Editorial

Martine Poulain

Pourquoi s'interroger sur la légitimité de la bibliothéconomie aujourd'hui ? Ce terme fut inventé, rappelons-le, pour désigner un ensemble de techniques et de savoir-faire destinés à normaliser et perfectionner la constitution, le traitement, la conservation et la communication des collections des bibliothèques.

Insistons d'abord sur la nécessité et l'importance de ces savoir-faire. Ils sont au fondement de la spécificité professionnelle, préparent le document à une forme d'éternité du texte, but de toute bibliothèque. Les dénier, comme différentes versions d'un prétendu modernisme le proposent, reviendrait à dénier l'essence même de la bibliothèque. Il faut donc toujours enrichir ces savoir-faire, les actualiser, les débarrasser des scories inutiles, des perfectionnismes pervers, les penser toujours dans le cadre d'un contexte et de missions particuliers. C'est une prise en compte plus grande du contexte et des missions des différentes bibliothèques que nous demande la période récente. La place des bibliothèques s'est, au cours des vingt dernières années, à la fois renforcée et fragilisée. Renforcée par l'importance et la reconnaissance qu'elles ont acquises. Fragilisée parce que l'univers culturel auquel elles appartiennent est aujourd'hui dominé par d'autres valeurs et que, tout en éprouvant leur nécessité, on leur demande, plus qu'auparavant, de justifier leur place et leur rôle dans l'espace social.

Il ne s'agit pas ici d'inviter à refonder la bibliothéconomie comme supposée discipline autonome.

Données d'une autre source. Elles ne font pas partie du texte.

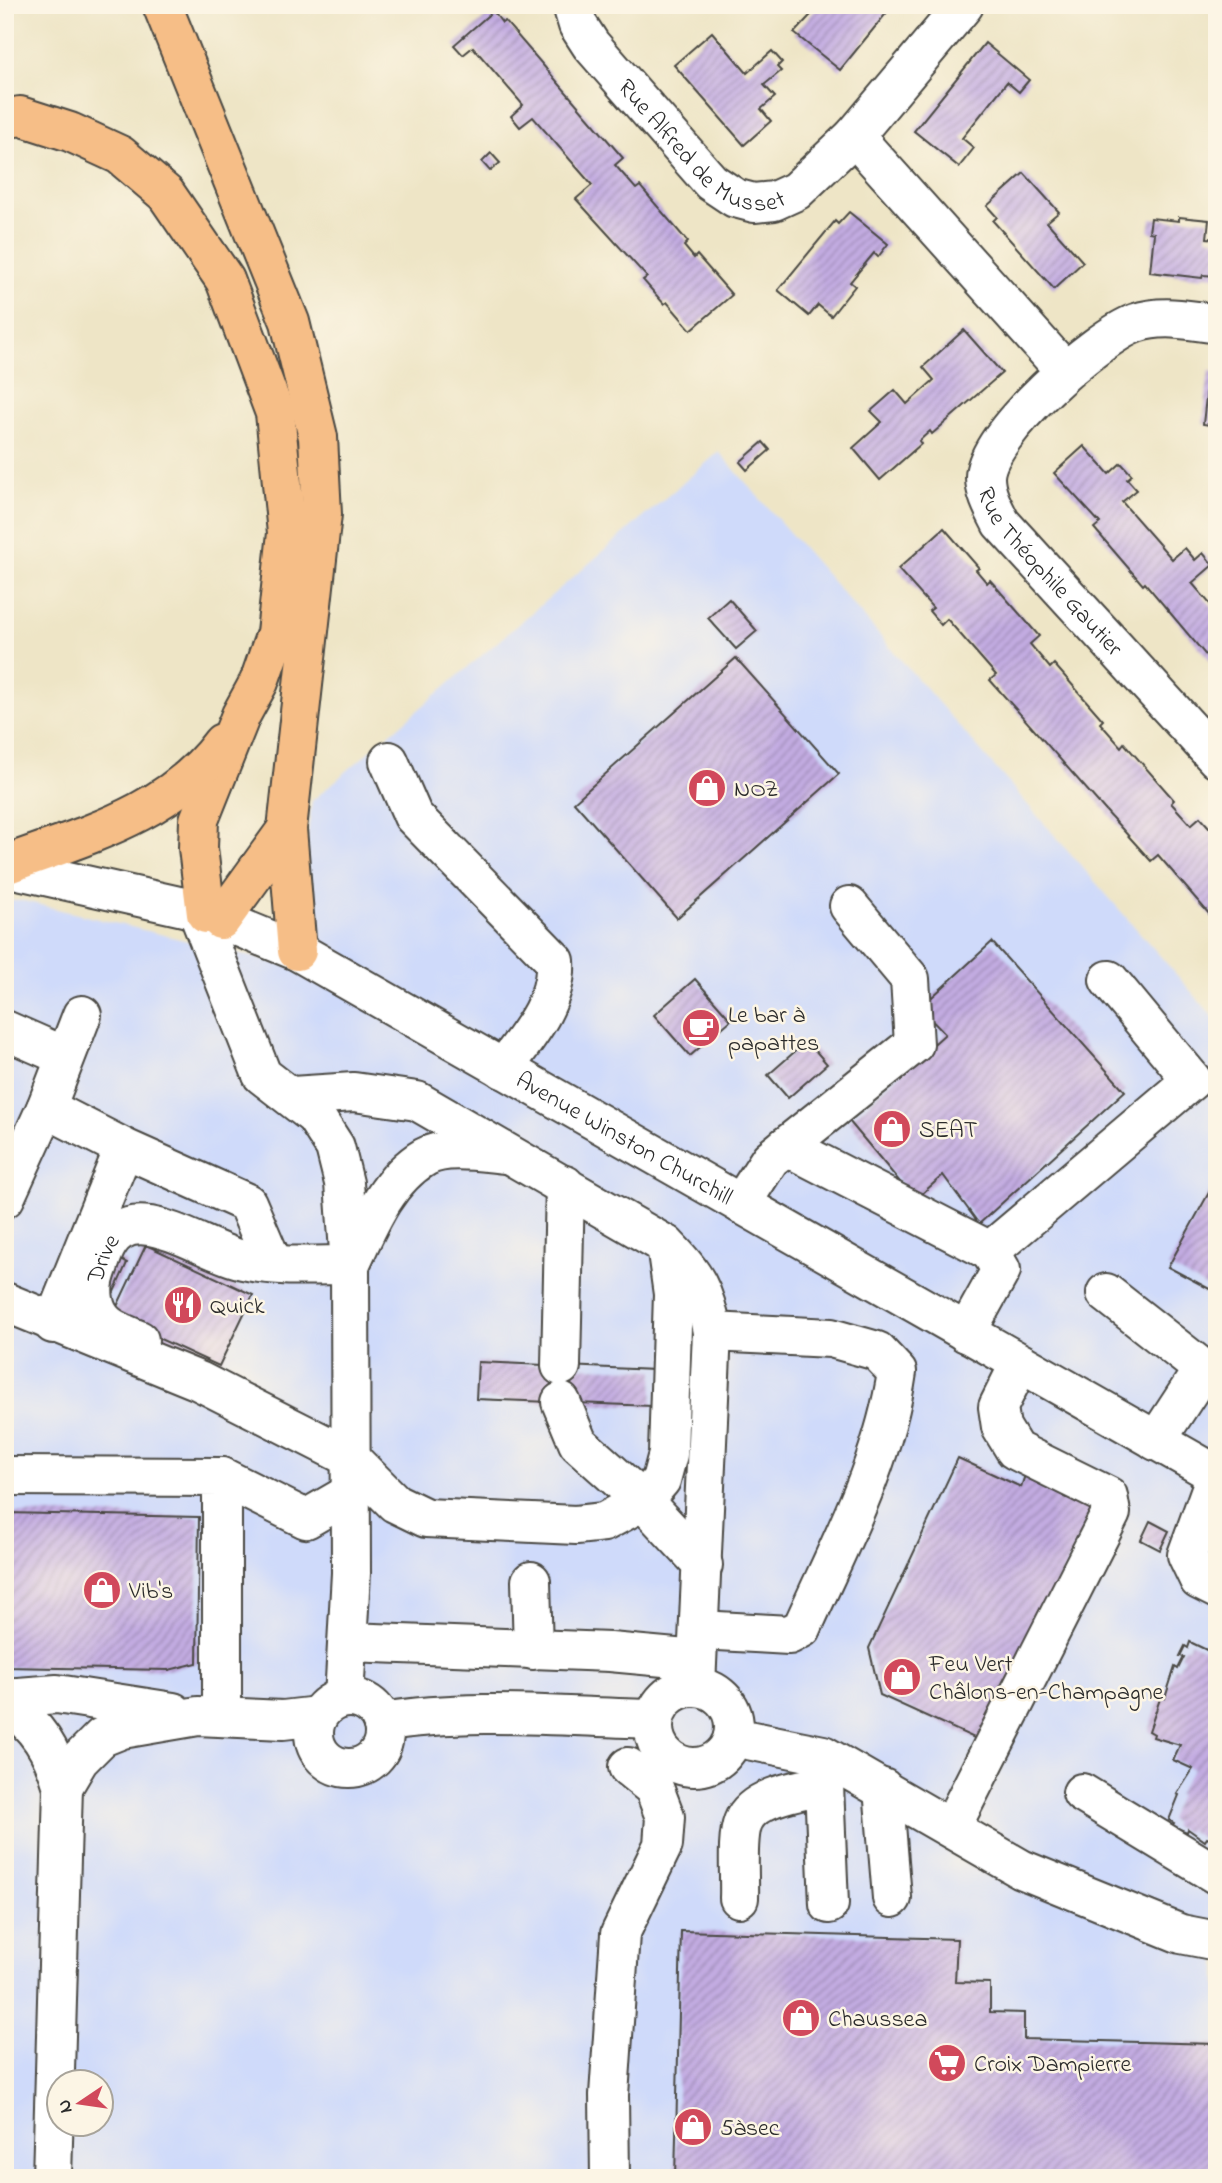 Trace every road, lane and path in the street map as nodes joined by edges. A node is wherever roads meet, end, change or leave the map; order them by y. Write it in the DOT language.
graph roads {
  1 [pos="162,5"];
  2 [pos="572,5"];
  3 [pos="964,5"];
  4 [pos="5,118"];
  5 [pos="854,136"];
  6 [pos="1217,324"];
  7 [pos="1065,371"];
  8 [pos="242,715"];
  9 [pos="1217,759"];
  10 [pos="388,761"];
  11 [pos="287,829"];
  12 [pos="5,866"];
  13 [pos="849,906"];
  14 [pos="208,915"];
  15 [pos="296,951"];
  16 [pos="1109,980"];
  17 [pos="82,1015"];
  18 [pos="5,1030"];
  19 [pos="64,1056"];
  20 [pos="503,1069"];
  21 [pos="292,1096"];
  22 [pos="46,1108"];
  23 [pos="786,1146"];
  24 [pos="124,1148"];
  25 [pos="511,1154"];
  26 [pos="565,1185"];
  27 [pos="5,1198"];
  28 [pos="247,1203"];
  29 [pos="741,1205"];
  30 [pos="666,1245"];
  31 [pos="218,1251"];
  32 [pos="990,1251"];
  33 [pos="273,1264"];
  34 [pos="350,1265"];
  35 [pos="1106,1293"];
  36 [pos="5,1302"];
  37 [pos="53,1324"];
  38 [pos="712,1332"];
  39 [pos="966,1333"];
  40 [pos="1020,1363"];
  41 [pos="1210,1373"];
  42 [pos="199,1381"];
  43 [pos="1156,1441"];
  44 [pos="350,1475"];
  45 [pos="1216,1475"];
  46 [pos="5,1476"];
  47 [pos="222,1478"];
  48 [pos="643,1501"];
  49 [pos="703,1565"];
  50 [pos="531,1581"];
  51 [pos="1217,1589"];
  52 [pos="349,1642"];
  53 [pos="533,1650"];
  54 [pos="698,1658"];
  55 [pos="5,1701"];
  56 [pos="331,1707"];
  57 [pos="210,1716"];
  58 [pos="654,1719"];
  59 [pos="382,1722"];
  60 [pos="733,1737"];
  61 [pos="702,1767"];
  62 [pos="628,1768"];
  63 [pos="823,1770"];
  64 [pos="63,1787"];
  65 [pos="883,1788"];
  66 [pos="1082,1793"];
  67 [pos="665,1817"];
  68 [pos="951,1828"];
  69 [pos="1217,1875"];
  70 [pos="739,1898"];
  71 [pos="892,1898"];
  72 [pos="829,1904"];
  73 [pos="1217,1941"];
  74 [pos="52,2178"];
  75 [pos="610,2178"];
  1 -- 11 [label="main road"];
  2 -- 5 [label="street, Rue Alfred de Musset"];
  3 -- 5 [label="street, Rue Alfred de Musset"];
  4 -- 8 [label="main road"];
  5 -- 7 [label="street"];
  6 -- 7 [label="street, Rue Théophile Gautier"];
  7 -- 9 [label="street, Rue Théophile Gautier"];
  8 -- 12 [label="main road"];
  8 -- 14 [label="main road"];
  10 -- 20 [label="street"];
  11 -- 14 [label="main road"];
  11 -- 15 [label="main road"];
  12 -- 14 [label="street, Avenue Winston Churchill"];
  13 -- 23 [label="street"];
  14 -- 15 [label="street, Avenue Winston Churchill"];
  14 -- 21 [label="street"];
  15 -- 20 [label="street, Avenue Winston Churchill"];
  16 -- 32 [label="street"];
  17 -- 19 [label="street"];
  18 -- 19 [label="street"];
  19 -- 22 [label="street"];
  20 -- 29 [label="street, Avenue Winston Churchill"];
  21 -- 25 [label="street"];
  21 -- 34 [label="street"];
  22 -- 24 [label="street"];
  22 -- 27 [label="street"];
  23 -- 29 [label="street"];
  23 -- 32 [label="street"];
  24 -- 28 [label="street"];
  24 -- 37 [label="street"];
  25 -- 26 [label="street"];
  25 -- 34 [label="street"];
  26 -- 30 [label="street"];
  26 -- 48 [label="street"];
  28 -- 31 [label="street"];
  28 -- 33 [label="street"];
  29 -- 39 [label="street, Avenue Winston Churchill"];
  30 -- 38 [label="street"];
  30 -- 48 [label="street"];
  31 -- 33 [label="street, Drive"];
  31 -- 42 [label="street, Drive"];
  32 -- 39 [label="street"];
  33 -- 34 [label="street, Drive"];
  34 -- 44 [label="street"];
  35 -- 41 [label="street"];
  36 -- 37 [label="street"];
  37 -- 42 [label="street"];
  38 -- 49 [label="street"];
  38 -- 54 [label="street"];
  39 -- 40 [label="street, Avenue Winston Churchill"];
  40 -- 43 [label="street, Avenue Winston Churchill"];
  40 -- 68 [label="street"];
  41 -- 43 [label="street"];
  42 -- 44 [label="street"];
  43 -- 45 [label="street, Avenue Winston Churchill"];
  44 -- 47 [label="street"];
  44 -- 48 [label="street"];
  44 -- 52 [label="street"];
  45 -- 51 [label="street"];
  46 -- 47 [label="street"];
  47 -- 57 [label="street"];
  48 -- 49 [label="street"];
  49 -- 54 [label="street"];
  50 -- 53 [label="street"];
  52 -- 53 [label="street"];
  52 -- 56 [label="street"];
  53 -- 54 [label="street"];
  54 -- 58 [label="street"];
  54 -- 60 [label="street"];
  55 -- 57 [label="street"];
  55 -- 64 [label="street"];
  56 -- 57 [label="street"];
  56 -- 59 [label="street"];
  56 -- 59 [label="street"];
  57 -- 64 [label="street"];
  58 -- 59 [label="street"];
  58 -- 61 [label="street"];
  60 -- 61 [label="street"];
  60 -- 63 [label="street"];
  61 -- 67 [label="street"];
  62 -- 67 [label="street"];
  63 -- 65 [label="street"];
  63 -- 70 [label="street"];
  63 -- 72 [label="street"];
  64 -- 74 [label="street"];
  65 -- 68 [label="street"];
  65 -- 71 [label="street"];
  66 -- 69 [label="street"];
  67 -- 75 [label="street"];
  68 -- 73 [label="street"];
}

Il s'agit bien au contraire d'envisager la manière dont toute politique de développement des bibliothèques et services de documentation doit se nourrir de l'apport d'une multitude de disciplines. Le lecteur de cette livraison du Bulletin des bibliothèques de France en trouvera discuté ici un certain nombre : des sciences politiques à l'histoire ou à la sociologie, des sciences de l'information à celles de la gestion. Transformer ces connaissances acquises en choix professionnels est ensuite l'exercice quotidien du bibliothécaire. Une technique sans politique tourne à vide.

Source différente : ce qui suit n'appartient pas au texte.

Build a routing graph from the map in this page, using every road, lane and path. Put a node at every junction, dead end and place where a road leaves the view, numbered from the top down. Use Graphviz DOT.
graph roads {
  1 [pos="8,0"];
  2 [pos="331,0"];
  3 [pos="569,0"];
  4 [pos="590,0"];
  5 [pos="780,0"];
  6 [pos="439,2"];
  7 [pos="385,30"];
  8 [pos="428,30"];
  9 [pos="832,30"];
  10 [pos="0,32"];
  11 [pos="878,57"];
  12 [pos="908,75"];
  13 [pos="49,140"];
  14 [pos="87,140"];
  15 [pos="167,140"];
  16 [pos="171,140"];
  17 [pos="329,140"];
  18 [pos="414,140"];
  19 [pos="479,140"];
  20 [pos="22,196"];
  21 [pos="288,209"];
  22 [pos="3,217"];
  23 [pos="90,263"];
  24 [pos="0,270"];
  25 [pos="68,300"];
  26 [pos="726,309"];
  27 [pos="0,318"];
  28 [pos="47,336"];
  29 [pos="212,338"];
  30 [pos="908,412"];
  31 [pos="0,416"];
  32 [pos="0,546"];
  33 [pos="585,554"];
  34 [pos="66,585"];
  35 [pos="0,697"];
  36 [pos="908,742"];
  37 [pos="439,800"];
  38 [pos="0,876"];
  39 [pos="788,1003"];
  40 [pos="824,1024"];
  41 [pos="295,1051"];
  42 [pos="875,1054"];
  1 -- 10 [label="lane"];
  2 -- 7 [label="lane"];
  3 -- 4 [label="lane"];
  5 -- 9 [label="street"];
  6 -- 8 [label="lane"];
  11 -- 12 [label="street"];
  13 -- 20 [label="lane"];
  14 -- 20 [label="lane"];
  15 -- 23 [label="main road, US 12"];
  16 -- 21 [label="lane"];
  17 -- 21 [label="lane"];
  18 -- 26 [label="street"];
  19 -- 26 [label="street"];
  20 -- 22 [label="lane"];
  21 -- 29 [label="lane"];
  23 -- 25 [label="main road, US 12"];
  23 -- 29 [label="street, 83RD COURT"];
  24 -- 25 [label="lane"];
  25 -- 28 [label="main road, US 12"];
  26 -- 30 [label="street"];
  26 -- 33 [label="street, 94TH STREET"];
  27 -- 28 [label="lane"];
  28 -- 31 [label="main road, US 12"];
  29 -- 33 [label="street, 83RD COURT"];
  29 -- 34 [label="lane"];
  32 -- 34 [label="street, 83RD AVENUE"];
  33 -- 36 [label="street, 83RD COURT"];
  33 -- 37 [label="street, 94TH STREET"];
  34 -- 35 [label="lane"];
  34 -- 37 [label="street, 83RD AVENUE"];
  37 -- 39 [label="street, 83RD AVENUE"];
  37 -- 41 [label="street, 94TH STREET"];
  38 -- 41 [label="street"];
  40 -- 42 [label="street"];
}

Enfin, l'on voudrait plaider ici pour un lien fort entre le bibliothécaire et la collection. Même si les conditions actuelles de l'exercice professionnel conduisent bien des bibliothécaires à une forme d'éloignement des collections qu'ils offrent, il reste nécessaire qu'ils entretiennent avec les contenus intellectuels des textes, et donc des disciplines scientifiques, dont ceux-ci relèvent, une forme de compétence. Ne pas y veiller, pire, ne pas revendiquer une telle proximité, constitue une dénégation du métier même de bibliothécaire.